Each broker-dealer that receives Exchange Securities for its own
account pursuant to the Exchange Offer must acknowledge that it will deliver a
Prospectus in connection with any resale of such Exchange Securities as long as
required by law to do so. By so acknowledging and by delivering a Prospectus, a
broker-dealer will not be deemed to admit that it is an "underwriter" within the
meaning of the 1933 Act. The Prospectus, as it may be amended or supplemented
from time to time, may be used by a broker-dealer in connection with resales of
Exchange Securities received in exchange for Notes where such Exchange
Securities were acquired for its own account by such broker-dealer as a result
of market-making activities or other trading activities.
(b) In light of the above, notwithstanding the other provisions of
this Agreement, the Company agrees that the provisions of this Agreement as they
relate to a Shelf Registration shall also apply to an Exchange Offer
Registration to the extent, and with such reasonable modifications thereto as
may be, reasonably requested by the Placement Agents or by one or more
Participating Broker-Dealers, in each case as provided in clause (ii) below, in
order to expedite or facilitate the disposition of any Exchange Securities by
Participating Broker-Dealers consistent with the positions of the Staff recited
in Section 4(a) above; PROVIDED that:
(i) the Company shall not be required to amend or supplement the
Prospectus contained in the Exchange Offer Registration Statement, as would
otherwise be contemplated by Section 3(i), for a period exceeding 90 days
after the last Exchange Date (as such period may be extended pursuant to
the penultimate paragraph of Section 3 of this Agreement) and Participating
Broker-Dealers shall not be authorized by the Company to deliver and shall
not deliver such Prospectus after such period in connection with the
resales contemplated by this Section 4; and
(ii) the application of the Shelf Registration procedures set forth in
Section 3 of this Agreement to an Exchange Offer Registration, to the
extent not required by the positions of the Staff of the SEC or the 1933
Act and the rules and regulations thereunder, will be in conformity with
the reasonable request to the Company by the Placement Agents or with the
reasonable request in writing to the Company by one or more broker-dealers
who certify to the Placement Agents and the Company in writing
14
that they anticipate that they will be Participating Broker-Dealers; and
PROVIDED FURTHER that, in connection with such application of the Shelf
Registration procedures set forth in Section 3 to an Exchange Offer
Registration, the Company shall be obligated (x) to deal only with one
entity representing the Participating Broker-Dealers, which shall be Xxxxxx
Xxxxxxx & Co. Incorporated unless it elects not to act as such
representative, (y) to pay the fees and expenses of only one counsel
representing the Participating Broker-Dealers, which shall be counsel to
the Placement Agents unless such counsel elects not to so act and (z) to
cause to be delivered only one, if any, "cold comfort" letter with respect
to the Prospectus in the form existing on the last Exchange Date and with
respect to each subsequent amendment or supplement, if any, effected during
the period specified in clause (i) above.
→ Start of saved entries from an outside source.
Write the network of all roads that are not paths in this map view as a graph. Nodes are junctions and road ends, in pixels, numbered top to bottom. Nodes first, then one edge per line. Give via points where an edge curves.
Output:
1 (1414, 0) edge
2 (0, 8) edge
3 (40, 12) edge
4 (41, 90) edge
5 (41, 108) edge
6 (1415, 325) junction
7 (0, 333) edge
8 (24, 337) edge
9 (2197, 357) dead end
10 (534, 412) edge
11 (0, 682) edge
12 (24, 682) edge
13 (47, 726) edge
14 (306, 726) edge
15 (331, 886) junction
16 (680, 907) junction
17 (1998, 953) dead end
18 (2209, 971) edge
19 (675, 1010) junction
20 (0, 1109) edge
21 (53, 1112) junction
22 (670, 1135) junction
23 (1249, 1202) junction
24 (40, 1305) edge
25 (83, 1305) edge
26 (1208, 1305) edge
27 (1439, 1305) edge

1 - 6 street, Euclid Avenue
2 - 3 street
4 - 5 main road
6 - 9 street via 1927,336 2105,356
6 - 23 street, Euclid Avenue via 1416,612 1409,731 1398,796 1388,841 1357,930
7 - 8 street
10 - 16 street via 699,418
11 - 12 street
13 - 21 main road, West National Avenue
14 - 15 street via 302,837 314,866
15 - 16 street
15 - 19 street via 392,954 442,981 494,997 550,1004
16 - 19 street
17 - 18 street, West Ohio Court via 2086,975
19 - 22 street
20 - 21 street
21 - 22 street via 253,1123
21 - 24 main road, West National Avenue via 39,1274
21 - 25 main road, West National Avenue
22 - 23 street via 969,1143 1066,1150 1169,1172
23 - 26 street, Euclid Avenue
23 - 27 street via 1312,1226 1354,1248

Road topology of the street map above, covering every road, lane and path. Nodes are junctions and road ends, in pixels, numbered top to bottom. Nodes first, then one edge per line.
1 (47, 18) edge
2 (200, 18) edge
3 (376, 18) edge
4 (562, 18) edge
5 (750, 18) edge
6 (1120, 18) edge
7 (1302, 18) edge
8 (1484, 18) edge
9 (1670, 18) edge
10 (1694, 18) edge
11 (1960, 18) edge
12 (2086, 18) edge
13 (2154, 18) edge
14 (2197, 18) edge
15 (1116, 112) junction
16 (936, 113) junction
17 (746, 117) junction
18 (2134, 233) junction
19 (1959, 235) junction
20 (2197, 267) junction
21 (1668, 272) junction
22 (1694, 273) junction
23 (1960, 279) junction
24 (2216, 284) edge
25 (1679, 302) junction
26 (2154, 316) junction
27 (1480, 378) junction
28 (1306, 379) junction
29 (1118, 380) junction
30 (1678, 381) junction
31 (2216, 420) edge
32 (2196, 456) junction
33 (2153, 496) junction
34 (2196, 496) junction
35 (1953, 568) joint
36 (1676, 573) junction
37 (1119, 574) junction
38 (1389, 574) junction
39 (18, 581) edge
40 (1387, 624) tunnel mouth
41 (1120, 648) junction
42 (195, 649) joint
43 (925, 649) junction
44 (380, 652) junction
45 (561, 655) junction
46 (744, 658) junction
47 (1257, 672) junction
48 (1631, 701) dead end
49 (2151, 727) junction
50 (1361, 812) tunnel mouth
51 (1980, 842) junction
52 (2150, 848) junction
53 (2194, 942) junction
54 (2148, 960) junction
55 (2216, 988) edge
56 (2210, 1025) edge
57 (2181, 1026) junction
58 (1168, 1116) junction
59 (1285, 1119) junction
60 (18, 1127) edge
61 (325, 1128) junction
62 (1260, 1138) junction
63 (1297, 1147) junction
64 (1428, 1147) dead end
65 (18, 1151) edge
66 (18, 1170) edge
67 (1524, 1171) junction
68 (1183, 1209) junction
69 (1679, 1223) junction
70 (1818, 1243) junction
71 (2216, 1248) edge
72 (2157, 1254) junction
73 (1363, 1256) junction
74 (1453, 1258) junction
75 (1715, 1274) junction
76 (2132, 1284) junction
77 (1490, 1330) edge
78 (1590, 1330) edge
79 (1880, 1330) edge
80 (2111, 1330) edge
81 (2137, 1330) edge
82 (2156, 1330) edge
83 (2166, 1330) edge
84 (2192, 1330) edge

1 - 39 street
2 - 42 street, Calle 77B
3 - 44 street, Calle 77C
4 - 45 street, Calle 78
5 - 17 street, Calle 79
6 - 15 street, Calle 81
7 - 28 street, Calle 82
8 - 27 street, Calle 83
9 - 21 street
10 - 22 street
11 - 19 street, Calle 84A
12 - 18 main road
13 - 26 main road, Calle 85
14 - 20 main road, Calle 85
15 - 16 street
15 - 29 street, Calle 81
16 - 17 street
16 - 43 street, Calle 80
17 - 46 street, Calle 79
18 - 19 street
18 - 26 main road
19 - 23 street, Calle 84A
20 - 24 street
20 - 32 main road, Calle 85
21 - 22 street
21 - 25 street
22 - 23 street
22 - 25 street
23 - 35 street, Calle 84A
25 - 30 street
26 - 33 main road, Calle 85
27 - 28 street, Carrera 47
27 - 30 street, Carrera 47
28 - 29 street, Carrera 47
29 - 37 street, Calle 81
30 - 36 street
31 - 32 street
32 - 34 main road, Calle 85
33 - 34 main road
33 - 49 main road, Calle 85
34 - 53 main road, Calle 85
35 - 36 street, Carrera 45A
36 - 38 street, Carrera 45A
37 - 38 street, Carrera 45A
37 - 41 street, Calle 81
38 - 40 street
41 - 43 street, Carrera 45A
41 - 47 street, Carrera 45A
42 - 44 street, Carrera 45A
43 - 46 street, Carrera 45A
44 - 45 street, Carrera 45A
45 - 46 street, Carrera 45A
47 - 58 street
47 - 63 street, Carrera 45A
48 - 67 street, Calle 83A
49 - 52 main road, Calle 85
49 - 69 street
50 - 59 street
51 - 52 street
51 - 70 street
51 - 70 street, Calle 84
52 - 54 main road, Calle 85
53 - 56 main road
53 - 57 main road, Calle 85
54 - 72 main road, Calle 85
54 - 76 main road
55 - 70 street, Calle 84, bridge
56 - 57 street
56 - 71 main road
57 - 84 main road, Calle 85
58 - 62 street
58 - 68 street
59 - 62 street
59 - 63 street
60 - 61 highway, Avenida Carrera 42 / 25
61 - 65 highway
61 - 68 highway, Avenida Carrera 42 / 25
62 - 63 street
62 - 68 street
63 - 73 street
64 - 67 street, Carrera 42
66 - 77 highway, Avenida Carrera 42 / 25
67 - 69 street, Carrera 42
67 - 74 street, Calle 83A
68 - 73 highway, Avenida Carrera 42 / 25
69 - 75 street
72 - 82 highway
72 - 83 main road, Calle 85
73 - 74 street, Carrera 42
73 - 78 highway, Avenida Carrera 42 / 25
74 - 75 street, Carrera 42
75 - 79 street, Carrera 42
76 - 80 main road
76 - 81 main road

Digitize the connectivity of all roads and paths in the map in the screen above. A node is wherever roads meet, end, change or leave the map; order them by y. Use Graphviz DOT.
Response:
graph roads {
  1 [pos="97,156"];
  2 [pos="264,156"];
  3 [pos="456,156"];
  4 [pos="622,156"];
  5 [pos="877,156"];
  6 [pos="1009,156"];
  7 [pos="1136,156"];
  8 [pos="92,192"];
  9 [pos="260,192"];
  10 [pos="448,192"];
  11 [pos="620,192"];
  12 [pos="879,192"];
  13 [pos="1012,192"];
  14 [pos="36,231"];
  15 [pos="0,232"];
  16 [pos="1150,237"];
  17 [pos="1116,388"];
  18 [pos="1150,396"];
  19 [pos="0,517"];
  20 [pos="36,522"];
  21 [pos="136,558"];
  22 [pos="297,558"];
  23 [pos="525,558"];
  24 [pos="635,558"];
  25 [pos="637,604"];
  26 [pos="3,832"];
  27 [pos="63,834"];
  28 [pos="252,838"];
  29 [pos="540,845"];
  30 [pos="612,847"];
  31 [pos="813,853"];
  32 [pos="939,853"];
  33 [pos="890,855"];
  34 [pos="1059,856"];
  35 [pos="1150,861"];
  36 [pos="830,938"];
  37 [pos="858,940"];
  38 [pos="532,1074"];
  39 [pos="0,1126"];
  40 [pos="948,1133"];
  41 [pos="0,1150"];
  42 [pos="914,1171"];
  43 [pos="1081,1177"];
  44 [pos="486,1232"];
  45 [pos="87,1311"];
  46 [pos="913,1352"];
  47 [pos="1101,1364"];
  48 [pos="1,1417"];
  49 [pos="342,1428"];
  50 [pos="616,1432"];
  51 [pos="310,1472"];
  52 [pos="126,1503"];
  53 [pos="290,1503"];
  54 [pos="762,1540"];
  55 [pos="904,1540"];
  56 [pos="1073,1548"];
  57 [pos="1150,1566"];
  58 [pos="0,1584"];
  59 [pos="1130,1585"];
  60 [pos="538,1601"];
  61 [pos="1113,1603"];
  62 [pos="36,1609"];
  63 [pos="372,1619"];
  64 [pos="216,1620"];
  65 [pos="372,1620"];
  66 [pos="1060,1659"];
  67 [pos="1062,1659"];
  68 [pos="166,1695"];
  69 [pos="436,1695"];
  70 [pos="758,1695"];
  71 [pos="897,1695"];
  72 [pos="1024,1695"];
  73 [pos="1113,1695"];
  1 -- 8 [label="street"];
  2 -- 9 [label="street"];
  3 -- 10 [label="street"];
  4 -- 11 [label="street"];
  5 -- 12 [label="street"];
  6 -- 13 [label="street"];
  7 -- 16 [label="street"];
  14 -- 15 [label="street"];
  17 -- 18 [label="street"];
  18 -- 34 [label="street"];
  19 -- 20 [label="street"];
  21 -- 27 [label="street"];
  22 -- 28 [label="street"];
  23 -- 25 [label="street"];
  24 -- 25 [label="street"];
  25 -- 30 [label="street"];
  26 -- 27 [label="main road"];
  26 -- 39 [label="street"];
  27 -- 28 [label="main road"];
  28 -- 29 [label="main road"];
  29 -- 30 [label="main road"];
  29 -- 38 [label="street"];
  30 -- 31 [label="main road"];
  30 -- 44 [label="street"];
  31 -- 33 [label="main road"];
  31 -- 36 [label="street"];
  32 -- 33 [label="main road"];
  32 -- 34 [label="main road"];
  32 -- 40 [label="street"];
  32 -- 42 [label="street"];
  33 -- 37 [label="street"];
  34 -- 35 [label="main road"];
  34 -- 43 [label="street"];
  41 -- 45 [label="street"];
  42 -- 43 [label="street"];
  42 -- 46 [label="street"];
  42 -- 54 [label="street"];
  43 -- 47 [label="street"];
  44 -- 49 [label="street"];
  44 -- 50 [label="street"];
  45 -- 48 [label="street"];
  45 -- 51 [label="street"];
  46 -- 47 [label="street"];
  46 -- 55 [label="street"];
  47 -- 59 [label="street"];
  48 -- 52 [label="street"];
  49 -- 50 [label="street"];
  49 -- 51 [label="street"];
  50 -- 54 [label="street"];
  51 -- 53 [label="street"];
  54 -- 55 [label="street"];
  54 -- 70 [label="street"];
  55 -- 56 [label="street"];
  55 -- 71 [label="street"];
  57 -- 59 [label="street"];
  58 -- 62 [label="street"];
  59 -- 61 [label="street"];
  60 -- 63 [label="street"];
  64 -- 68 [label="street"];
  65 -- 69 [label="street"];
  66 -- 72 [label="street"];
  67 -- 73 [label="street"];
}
(c) The Placement Agents shall have no liability to the Company or
any Holder with respect to any request that it may make pursuant to Section 4(b)
above.
5. INDEMNIFICATION AND CONTRIBUTION.
(a) The Company agrees to indemnify and hold harmless the Placement
Agents, each Holder and each person, if any, who controls any Placement Agent or
any Holder within the meaning of either Section 15 of the 1933 Act or Section 20
of the 1934 Act, or is under common control with, or is controlled by, any
Placement Agent or any Holder, from and against all losses, claims, damages and
liabilities (including, without limitation, any legal or other expenses
reasonably incurred by the Placement Agent, any Holder or any such controlling
or affiliated person in connection with defending or investigating any such
action or claim) caused by any untrue statement or alleged untrue statement of a
material fact contained in any Registration Statement (or any amendment thereto)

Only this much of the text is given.